- **Work to be completed**
Return each line of the entries that holds the string "Толстого".

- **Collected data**
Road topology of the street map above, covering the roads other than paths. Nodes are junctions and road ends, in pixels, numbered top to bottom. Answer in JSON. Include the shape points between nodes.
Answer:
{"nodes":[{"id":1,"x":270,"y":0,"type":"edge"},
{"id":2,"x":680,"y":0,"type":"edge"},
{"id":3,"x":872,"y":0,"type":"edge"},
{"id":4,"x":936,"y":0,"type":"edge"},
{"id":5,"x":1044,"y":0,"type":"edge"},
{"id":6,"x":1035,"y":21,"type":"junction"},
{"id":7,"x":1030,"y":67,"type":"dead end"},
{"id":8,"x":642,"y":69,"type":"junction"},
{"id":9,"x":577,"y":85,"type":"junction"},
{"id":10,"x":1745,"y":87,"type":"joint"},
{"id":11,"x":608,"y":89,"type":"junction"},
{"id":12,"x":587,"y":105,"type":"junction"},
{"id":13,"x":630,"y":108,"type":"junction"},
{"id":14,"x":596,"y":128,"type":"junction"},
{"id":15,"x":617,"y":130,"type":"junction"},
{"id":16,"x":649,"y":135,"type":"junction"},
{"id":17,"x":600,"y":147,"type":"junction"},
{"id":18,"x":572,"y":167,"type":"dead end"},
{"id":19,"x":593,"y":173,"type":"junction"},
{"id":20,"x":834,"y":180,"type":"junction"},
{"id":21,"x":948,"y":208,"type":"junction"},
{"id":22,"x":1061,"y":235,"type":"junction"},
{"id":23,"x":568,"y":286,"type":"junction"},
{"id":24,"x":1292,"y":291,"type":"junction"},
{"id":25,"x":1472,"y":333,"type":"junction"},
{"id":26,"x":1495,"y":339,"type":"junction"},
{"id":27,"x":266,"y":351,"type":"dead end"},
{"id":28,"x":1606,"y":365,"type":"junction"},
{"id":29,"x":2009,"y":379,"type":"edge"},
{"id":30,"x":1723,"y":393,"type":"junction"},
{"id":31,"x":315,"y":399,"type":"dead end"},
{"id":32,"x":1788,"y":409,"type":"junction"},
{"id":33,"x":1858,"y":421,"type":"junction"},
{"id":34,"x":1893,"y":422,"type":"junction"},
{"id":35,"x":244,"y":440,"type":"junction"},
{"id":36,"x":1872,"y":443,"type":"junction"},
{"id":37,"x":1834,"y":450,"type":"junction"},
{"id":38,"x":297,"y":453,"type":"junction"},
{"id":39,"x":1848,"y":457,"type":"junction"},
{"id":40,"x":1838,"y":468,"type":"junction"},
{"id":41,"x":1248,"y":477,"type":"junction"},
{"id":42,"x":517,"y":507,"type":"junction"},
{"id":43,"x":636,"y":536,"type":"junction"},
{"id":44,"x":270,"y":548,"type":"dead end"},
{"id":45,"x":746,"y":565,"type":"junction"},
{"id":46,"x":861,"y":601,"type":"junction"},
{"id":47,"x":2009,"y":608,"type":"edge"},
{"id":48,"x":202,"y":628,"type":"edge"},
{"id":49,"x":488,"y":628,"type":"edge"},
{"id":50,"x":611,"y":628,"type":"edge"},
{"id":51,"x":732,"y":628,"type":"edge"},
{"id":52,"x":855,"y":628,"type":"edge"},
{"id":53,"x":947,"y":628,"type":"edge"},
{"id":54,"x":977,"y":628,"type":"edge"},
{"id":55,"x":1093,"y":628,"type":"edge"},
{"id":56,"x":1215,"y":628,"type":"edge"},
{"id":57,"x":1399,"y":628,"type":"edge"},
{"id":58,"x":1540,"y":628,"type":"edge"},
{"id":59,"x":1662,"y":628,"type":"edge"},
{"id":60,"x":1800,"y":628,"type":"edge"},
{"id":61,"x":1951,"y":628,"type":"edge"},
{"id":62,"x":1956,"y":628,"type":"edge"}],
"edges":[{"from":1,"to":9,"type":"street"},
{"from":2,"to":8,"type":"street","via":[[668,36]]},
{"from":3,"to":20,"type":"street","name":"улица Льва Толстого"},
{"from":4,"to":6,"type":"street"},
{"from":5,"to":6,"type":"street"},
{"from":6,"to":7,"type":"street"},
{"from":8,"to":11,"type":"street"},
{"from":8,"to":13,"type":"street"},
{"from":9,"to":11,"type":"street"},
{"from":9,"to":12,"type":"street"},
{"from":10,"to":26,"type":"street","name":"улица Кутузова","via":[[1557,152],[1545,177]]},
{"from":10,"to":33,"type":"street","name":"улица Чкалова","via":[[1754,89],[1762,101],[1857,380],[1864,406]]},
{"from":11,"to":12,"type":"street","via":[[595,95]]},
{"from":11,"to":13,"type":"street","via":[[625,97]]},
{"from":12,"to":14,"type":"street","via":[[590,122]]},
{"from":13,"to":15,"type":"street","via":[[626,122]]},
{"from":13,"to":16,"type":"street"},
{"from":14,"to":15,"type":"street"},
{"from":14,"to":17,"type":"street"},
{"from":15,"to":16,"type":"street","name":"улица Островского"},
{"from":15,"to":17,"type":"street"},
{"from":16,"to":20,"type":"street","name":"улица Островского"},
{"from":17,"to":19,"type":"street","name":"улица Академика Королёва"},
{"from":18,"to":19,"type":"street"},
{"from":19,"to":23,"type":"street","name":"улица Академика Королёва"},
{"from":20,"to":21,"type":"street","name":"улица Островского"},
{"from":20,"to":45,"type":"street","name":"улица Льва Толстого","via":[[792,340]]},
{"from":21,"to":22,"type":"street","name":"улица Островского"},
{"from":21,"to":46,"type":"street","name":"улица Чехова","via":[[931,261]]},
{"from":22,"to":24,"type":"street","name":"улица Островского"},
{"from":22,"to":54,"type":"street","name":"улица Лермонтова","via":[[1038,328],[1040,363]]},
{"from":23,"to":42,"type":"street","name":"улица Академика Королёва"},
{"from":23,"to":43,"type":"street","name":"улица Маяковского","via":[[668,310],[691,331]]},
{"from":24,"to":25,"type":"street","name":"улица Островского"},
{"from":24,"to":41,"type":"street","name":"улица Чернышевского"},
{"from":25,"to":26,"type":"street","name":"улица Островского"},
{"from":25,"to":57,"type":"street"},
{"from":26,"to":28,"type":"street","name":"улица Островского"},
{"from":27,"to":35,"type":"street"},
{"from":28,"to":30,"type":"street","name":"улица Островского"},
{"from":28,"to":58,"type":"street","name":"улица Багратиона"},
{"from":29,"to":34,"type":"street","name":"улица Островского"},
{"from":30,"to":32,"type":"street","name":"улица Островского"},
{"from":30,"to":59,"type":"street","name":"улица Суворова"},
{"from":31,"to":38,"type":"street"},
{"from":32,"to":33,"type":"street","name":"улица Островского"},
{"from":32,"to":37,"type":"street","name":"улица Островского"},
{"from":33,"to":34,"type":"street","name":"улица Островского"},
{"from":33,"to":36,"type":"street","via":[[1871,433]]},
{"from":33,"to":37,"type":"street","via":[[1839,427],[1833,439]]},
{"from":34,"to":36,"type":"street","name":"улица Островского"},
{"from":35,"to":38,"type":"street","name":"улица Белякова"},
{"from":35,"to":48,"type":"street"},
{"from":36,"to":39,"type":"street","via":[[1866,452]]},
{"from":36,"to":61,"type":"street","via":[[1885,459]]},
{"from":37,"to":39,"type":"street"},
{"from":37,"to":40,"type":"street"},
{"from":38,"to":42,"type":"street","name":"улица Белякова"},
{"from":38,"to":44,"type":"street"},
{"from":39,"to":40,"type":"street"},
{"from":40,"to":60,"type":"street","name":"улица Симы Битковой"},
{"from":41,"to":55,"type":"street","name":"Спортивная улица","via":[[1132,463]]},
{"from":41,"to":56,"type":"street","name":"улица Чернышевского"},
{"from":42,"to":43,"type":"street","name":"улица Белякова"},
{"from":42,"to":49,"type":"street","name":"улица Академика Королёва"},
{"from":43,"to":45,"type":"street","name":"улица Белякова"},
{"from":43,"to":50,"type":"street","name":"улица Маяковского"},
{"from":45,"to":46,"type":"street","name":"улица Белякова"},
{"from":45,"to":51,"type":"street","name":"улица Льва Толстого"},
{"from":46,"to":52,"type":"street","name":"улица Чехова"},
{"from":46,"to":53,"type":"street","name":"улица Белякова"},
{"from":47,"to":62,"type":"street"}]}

- **Task output**
{"from":3,"to":20,"type":"street","name":"улица Льва Толстого"},
{"from":20,"to":45,"type":"street","name":"улица Льва Толстого","via":[[792,340]]},
{"from":45,"to":51,"type":"street","name":"улица Льва Толстого"},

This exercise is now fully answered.